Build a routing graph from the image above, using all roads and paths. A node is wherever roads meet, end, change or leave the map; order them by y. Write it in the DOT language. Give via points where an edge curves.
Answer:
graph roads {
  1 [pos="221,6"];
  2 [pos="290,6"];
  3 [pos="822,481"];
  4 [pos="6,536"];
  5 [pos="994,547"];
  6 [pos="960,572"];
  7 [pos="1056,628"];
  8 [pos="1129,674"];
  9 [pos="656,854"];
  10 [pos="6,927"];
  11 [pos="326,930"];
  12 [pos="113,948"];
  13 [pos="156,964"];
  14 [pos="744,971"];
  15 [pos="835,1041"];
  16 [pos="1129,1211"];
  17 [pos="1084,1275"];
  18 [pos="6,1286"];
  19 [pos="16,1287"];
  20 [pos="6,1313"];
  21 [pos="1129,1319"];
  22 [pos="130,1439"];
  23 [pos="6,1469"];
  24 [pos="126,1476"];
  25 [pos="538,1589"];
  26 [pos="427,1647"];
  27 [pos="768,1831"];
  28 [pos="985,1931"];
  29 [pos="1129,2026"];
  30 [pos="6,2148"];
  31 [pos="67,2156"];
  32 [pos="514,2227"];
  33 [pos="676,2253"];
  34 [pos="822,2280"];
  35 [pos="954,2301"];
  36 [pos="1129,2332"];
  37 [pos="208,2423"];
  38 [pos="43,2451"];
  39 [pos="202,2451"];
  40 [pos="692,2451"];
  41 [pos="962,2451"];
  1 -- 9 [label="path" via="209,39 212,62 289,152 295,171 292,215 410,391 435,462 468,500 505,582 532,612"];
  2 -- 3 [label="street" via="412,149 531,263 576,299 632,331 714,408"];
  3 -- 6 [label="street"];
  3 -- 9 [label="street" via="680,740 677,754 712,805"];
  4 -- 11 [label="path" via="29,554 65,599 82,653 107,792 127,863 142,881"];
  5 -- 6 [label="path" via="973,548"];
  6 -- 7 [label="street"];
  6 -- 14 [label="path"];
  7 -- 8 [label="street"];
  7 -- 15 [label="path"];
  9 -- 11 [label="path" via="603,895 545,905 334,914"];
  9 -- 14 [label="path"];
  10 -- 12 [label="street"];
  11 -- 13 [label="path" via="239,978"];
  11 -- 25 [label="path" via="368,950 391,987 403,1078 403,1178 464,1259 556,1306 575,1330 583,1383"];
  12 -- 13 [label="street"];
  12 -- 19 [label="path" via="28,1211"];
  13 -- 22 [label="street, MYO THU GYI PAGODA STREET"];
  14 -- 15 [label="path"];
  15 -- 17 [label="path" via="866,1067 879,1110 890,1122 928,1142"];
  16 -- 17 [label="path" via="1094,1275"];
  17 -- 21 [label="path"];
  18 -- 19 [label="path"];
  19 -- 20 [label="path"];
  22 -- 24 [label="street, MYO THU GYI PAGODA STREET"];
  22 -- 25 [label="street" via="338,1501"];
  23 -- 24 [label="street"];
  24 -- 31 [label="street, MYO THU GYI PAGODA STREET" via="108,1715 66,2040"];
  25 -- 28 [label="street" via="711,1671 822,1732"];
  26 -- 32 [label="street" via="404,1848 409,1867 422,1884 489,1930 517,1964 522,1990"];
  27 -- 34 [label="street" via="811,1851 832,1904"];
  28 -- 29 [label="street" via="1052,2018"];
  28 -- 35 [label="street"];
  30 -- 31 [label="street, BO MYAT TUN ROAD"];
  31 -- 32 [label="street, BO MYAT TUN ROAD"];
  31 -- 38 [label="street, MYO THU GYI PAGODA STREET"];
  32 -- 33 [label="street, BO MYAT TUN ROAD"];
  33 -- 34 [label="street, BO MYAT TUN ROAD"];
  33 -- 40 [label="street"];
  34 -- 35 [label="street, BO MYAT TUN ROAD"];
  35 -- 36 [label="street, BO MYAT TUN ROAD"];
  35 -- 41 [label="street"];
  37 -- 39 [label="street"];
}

▶ [Problem requirements]:
Write the records again exactly as they stand.

▶ [Output below]:
Build a routing graph from the image above, using all roads and paths. A node is wherever roads meet, end, change or leave the map; order them by y. Write it in the DOT language. Give via points where an edge curves.
Answer:
graph roads {
  1 [pos="221,6"];
  2 [pos="290,6"];
  3 [pos="822,481"];
  4 [pos="6,536"];
  5 [pos="994,547"];
  6 [pos="960,572"];
  7 [pos="1056,628"];
  8 [pos="1129,674"];
  9 [pos="656,854"];
  10 [pos="6,927"];
  11 [pos="326,930"];
  12 [pos="113,948"];
  13 [pos="156,964"];
  14 [pos="744,971"];
  15 [pos="835,1041"];
  16 [pos="1129,1211"];
  17 [pos="1084,1275"];
  18 [pos="6,1286"];
  19 [pos="16,1287"];
  20 [pos="6,1313"];
  21 [pos="1129,1319"];
  22 [pos="130,1439"];
  23 [pos="6,1469"];
  24 [pos="126,1476"];
  25 [pos="538,1589"];
  26 [pos="427,1647"];
  27 [pos="768,1831"];
  28 [pos="985,1931"];
  29 [pos="1129,2026"];
  30 [pos="6,2148"];
  31 [pos="67,2156"];
  32 [pos="514,2227"];
  33 [pos="676,2253"];
  34 [pos="822,2280"];
  35 [pos="954,2301"];
  36 [pos="1129,2332"];
  37 [pos="208,2423"];
  38 [pos="43,2451"];
  39 [pos="202,2451"];
  40 [pos="692,2451"];
  41 [pos="962,2451"];
  1 -- 9 [label="path" via="209,39 212,62 289,152 295,171 292,215 410,391 435,462 468,500 505,582 532,612"];
  2 -- 3 [label="street" via="412,149 531,263 576,299 632,331 714,408"];
  3 -- 6 [label="street"];
  3 -- 9 [label="street" via="680,740 677,754 712,805"];
  4 -- 11 [label="path" via="29,554 65,599 82,653 107,792 127,863 142,881"];
  5 -- 6 [label="path" via="973,548"];
  6 -- 7 [label="street"];
  6 -- 14 [label="path"];
  7 -- 8 [label="street"];
  7 -- 15 [label="path"];
  9 -- 11 [label="path" via="603,895 545,905 334,914"];
  9 -- 14 [label="path"];
  10 -- 12 [label="street"];
  11 -- 13 [label="path" via="239,978"];
  11 -- 25 [label="path" via="368,950 391,987 403,1078 403,1178 464,1259 556,1306 575,1330 583,1383"];
  12 -- 13 [label="street"];
  12 -- 19 [label="path" via="28,1211"];
  13 -- 22 [label="street, MYO THU GYI PAGODA STREET"];
  14 -- 15 [label="path"];
  15 -- 17 [label="path" via="866,1067 879,1110 890,1122 928,1142"];
  16 -- 17 [label="path" via="1094,1275"];
  17 -- 21 [label="path"];
  18 -- 19 [label="path"];
  19 -- 20 [label="path"];
  22 -- 24 [label="street, MYO THU GYI PAGODA STREET"];
  22 -- 25 [label="street" via="338,1501"];
  23 -- 24 [label="street"];
  24 -- 31 [label="street, MYO THU GYI PAGODA STREET" via="108,1715 66,2040"];
  25 -- 28 [label="street" via="711,1671 822,1732"];
  26 -- 32 [label="street" via="404,1848 409,1867 422,1884 489,1930 517,1964 522,1990"];
  27 -- 34 [label="street" via="811,1851 832,1904"];
  28 -- 29 [label="street" via="1052,2018"];
  28 -- 35 [label="street"];
  30 -- 31 [label="street, BO MYAT TUN ROAD"];
  31 -- 32 [label="street, BO MYAT TUN ROAD"];
  31 -- 38 [label="street, MYO THU GYI PAGODA STREET"];
  32 -- 33 [label="street, BO MYAT TUN ROAD"];
  33 -- 34 [label="street, BO MYAT TUN ROAD"];
  33 -- 40 [label="street"];
  34 -- 35 [label="street, BO MYAT TUN ROAD"];
  35 -- 36 [label="street, BO MYAT TUN ROAD"];
  35 -- 41 [label="street"];
  37 -- 39 [label="street"];
}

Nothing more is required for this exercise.